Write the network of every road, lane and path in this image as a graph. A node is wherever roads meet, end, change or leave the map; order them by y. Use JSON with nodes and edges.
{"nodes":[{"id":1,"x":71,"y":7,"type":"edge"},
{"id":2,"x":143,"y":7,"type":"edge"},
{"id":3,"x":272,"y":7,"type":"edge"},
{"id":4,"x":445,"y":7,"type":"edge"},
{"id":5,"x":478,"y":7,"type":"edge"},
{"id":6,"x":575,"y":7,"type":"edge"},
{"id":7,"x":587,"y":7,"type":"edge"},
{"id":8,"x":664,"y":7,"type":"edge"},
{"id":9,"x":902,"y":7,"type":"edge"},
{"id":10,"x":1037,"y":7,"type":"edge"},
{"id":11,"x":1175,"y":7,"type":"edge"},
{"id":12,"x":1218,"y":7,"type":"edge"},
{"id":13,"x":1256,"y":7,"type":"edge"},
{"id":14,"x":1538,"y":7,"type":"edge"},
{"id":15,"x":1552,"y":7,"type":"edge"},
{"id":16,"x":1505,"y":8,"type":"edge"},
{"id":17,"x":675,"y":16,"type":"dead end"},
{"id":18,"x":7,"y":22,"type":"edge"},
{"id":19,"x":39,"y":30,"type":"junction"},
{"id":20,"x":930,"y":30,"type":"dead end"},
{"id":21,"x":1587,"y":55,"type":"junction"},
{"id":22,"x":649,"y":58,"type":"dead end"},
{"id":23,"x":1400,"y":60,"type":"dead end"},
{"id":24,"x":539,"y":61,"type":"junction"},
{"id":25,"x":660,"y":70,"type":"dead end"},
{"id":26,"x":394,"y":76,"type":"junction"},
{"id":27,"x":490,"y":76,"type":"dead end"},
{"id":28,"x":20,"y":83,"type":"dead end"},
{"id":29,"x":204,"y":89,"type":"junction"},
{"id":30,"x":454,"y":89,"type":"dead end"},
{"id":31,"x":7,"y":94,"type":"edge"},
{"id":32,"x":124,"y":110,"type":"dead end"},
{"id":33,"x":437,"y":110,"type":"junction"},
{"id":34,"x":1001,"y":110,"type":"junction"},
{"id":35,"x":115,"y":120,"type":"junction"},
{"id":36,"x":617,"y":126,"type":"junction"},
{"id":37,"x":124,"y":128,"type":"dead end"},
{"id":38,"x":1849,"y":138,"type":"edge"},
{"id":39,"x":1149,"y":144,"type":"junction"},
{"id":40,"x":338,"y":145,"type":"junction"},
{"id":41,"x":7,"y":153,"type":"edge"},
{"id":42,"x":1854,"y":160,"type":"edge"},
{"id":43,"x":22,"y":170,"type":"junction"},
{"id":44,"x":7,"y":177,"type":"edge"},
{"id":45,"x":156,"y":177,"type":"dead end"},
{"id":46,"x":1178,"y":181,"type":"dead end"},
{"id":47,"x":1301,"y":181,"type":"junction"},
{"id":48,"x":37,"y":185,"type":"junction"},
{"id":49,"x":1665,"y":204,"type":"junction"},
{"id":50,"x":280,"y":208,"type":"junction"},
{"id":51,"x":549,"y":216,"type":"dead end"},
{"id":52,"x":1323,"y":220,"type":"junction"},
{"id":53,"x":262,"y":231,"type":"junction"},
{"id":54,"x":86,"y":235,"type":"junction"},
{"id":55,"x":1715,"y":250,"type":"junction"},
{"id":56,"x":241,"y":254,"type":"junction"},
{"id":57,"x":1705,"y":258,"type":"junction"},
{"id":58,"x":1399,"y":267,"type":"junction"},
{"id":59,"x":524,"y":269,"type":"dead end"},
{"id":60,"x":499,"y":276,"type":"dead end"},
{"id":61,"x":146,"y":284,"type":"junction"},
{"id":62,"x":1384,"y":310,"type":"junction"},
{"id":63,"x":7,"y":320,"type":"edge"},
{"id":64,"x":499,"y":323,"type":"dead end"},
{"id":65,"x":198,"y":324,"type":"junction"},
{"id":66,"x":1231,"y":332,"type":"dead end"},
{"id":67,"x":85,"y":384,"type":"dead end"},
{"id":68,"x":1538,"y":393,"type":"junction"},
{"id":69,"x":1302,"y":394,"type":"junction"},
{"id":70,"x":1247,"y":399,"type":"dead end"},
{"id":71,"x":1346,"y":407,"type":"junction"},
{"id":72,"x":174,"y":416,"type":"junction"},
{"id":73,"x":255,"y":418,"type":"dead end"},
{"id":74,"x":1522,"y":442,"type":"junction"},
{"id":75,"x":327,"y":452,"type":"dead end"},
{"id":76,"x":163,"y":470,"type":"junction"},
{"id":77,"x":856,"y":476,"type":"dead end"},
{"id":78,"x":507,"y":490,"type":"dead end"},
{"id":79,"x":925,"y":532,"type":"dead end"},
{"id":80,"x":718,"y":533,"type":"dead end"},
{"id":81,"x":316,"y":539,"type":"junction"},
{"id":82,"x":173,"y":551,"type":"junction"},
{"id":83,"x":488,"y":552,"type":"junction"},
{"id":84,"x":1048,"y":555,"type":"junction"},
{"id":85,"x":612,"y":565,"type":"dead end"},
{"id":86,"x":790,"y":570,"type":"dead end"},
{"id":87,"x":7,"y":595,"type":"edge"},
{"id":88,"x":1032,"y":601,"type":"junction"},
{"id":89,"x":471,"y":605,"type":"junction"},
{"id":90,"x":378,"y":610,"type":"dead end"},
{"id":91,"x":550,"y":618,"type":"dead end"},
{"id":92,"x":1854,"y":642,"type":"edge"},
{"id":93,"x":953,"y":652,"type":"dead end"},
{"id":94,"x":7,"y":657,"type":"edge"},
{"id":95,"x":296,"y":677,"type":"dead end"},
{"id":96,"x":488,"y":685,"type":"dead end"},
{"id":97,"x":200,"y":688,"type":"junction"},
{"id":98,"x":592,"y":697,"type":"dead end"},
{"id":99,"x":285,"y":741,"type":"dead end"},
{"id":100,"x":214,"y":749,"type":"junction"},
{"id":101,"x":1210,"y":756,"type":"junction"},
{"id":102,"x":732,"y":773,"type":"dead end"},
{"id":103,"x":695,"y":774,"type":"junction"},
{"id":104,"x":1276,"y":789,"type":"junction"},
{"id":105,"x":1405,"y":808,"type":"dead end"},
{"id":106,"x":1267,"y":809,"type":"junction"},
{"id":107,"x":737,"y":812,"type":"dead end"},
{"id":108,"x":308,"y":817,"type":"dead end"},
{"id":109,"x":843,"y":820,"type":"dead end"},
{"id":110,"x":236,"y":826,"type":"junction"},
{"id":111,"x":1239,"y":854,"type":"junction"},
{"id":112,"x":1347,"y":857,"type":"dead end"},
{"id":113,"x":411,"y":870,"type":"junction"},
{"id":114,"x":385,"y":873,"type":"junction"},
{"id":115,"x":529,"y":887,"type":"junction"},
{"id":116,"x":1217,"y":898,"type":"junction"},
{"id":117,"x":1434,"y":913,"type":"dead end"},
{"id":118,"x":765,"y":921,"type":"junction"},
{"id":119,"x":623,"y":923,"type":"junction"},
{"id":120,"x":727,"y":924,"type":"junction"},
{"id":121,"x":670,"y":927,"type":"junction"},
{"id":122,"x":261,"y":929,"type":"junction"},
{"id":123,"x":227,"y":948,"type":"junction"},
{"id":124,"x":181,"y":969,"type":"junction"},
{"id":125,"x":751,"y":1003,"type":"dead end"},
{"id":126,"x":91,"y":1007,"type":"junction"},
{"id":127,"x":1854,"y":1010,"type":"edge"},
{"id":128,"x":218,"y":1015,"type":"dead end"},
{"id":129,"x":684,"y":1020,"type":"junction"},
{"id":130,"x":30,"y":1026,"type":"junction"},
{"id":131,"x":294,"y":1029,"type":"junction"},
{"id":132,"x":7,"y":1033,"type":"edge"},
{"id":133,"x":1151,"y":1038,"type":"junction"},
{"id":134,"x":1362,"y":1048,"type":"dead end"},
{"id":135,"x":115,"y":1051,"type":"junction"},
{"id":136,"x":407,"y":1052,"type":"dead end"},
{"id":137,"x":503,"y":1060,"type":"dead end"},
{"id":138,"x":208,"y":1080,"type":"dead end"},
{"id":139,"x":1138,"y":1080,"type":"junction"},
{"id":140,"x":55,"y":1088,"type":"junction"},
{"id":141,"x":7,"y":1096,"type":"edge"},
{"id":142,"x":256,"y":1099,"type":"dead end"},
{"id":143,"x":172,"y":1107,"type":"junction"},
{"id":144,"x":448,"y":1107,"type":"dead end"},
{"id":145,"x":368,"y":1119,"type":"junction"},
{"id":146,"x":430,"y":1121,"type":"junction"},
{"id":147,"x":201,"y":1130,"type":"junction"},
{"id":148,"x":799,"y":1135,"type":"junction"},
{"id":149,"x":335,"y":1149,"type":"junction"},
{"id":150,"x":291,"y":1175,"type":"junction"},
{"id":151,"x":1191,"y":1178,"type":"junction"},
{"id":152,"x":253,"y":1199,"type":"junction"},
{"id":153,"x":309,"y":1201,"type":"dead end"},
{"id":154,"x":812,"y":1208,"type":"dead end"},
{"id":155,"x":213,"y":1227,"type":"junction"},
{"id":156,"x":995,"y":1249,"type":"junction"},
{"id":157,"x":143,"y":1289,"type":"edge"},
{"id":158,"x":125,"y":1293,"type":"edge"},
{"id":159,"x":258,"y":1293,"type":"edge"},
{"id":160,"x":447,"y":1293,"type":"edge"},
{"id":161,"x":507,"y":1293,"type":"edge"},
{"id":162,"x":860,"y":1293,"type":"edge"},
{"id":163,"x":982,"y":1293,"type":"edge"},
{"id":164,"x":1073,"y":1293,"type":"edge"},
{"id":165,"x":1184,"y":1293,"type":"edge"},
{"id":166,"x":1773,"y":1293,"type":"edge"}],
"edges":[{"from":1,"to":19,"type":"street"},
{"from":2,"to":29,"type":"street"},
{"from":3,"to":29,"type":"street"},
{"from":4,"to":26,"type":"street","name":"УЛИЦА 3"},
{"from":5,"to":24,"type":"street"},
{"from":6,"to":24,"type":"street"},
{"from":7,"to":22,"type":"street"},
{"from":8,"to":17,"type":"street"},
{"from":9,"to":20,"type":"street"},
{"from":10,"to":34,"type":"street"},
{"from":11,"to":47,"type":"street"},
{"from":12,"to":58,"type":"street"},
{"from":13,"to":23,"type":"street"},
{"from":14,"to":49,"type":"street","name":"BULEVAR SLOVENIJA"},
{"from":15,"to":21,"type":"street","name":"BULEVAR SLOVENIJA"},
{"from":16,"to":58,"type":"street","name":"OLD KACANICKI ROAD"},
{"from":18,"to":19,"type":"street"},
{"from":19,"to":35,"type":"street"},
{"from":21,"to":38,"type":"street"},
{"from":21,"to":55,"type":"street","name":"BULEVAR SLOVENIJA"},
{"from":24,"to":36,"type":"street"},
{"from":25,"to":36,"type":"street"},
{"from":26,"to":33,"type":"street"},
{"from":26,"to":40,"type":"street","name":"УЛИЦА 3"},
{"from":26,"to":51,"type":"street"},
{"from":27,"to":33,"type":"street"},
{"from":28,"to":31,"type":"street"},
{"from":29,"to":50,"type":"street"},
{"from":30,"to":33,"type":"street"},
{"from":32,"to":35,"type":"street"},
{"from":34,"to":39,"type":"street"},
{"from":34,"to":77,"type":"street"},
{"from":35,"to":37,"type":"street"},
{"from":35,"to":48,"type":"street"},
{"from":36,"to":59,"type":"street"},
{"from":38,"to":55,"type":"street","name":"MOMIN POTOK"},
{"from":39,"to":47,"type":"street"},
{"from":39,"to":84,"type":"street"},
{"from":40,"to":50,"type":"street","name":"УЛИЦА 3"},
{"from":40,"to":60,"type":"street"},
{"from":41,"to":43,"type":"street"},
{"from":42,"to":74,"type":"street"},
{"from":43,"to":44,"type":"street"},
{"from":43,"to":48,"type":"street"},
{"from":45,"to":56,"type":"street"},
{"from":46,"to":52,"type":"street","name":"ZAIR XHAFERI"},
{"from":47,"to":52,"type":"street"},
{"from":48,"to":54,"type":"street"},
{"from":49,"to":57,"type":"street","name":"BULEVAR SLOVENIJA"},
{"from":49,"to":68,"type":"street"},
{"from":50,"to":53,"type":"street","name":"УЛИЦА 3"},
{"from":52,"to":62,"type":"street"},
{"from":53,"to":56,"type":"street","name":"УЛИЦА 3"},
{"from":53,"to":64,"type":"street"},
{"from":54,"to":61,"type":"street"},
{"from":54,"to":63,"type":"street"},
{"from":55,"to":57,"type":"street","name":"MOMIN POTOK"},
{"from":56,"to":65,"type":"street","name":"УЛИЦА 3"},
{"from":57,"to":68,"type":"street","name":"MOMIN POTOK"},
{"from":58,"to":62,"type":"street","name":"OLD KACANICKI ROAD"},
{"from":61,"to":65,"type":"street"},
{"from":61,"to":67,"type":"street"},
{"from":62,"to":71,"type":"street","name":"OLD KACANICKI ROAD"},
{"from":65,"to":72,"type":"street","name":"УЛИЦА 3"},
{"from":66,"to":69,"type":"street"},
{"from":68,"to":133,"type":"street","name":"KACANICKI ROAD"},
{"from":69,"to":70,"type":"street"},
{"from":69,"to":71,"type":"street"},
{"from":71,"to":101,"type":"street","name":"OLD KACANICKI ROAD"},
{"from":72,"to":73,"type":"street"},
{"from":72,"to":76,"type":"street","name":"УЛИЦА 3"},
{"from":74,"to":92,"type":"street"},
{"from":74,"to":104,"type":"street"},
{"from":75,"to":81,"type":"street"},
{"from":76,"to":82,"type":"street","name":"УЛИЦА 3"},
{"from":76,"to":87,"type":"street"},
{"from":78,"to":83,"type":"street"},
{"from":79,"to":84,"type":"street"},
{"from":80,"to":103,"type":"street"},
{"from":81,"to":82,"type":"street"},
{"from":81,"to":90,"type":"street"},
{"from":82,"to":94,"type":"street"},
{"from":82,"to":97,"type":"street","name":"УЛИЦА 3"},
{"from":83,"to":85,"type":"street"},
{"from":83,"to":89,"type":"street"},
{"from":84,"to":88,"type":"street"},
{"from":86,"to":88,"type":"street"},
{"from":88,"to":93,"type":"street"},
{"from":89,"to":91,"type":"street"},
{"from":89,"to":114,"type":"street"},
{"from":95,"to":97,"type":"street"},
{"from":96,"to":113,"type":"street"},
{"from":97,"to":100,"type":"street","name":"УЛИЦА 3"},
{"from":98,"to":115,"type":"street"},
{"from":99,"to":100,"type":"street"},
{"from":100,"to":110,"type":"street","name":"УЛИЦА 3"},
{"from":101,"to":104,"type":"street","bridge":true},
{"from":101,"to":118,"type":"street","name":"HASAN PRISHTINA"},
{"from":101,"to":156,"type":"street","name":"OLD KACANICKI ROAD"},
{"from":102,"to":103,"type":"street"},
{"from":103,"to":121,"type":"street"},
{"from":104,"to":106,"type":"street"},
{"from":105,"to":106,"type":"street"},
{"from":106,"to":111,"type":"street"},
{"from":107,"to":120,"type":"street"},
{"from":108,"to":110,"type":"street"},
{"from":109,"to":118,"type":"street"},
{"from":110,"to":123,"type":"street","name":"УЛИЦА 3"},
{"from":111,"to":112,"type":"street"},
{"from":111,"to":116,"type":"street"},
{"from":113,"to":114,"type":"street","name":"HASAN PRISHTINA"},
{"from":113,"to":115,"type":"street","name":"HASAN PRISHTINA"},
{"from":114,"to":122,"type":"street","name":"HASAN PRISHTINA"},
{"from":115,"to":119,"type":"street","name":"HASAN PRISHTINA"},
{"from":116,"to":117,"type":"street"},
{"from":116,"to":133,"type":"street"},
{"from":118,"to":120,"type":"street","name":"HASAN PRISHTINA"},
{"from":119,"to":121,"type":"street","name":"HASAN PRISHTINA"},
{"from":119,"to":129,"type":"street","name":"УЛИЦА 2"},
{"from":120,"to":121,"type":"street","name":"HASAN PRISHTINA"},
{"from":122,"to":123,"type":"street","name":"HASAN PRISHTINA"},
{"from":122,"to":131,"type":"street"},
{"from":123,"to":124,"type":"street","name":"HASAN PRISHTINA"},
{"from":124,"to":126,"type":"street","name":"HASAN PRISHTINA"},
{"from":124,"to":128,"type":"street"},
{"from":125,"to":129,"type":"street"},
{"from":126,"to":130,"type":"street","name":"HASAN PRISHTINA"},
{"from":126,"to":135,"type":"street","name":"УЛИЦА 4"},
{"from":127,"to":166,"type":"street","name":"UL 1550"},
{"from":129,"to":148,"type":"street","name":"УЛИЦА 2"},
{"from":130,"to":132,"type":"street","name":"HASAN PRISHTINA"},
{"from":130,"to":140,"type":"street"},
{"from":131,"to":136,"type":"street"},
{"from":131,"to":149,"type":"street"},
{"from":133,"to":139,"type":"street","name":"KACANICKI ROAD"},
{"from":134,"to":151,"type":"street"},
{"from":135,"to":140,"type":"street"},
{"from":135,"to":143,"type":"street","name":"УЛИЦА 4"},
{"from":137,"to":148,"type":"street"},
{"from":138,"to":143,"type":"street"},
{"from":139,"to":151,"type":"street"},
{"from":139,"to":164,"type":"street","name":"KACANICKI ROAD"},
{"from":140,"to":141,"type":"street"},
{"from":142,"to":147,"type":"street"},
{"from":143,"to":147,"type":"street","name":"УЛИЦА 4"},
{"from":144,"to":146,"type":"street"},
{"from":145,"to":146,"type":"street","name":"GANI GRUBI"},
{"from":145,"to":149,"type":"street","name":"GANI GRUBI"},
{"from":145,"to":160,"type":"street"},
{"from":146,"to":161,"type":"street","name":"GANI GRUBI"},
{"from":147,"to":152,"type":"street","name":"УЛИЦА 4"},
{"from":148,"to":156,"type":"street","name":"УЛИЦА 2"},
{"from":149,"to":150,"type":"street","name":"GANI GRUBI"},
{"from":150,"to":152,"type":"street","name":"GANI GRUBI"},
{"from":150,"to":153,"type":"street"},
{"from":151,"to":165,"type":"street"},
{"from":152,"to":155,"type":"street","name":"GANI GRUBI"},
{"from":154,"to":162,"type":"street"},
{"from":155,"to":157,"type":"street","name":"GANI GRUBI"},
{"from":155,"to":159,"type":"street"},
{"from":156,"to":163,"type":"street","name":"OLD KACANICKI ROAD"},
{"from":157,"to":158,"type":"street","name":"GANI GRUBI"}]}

▬▬▬

_WHAT TO DO_:
Lines containing "BULEVAR" in the listing: how many are there? Answer with the number only.

_ANSWER TO THIS PROBLEM_:
4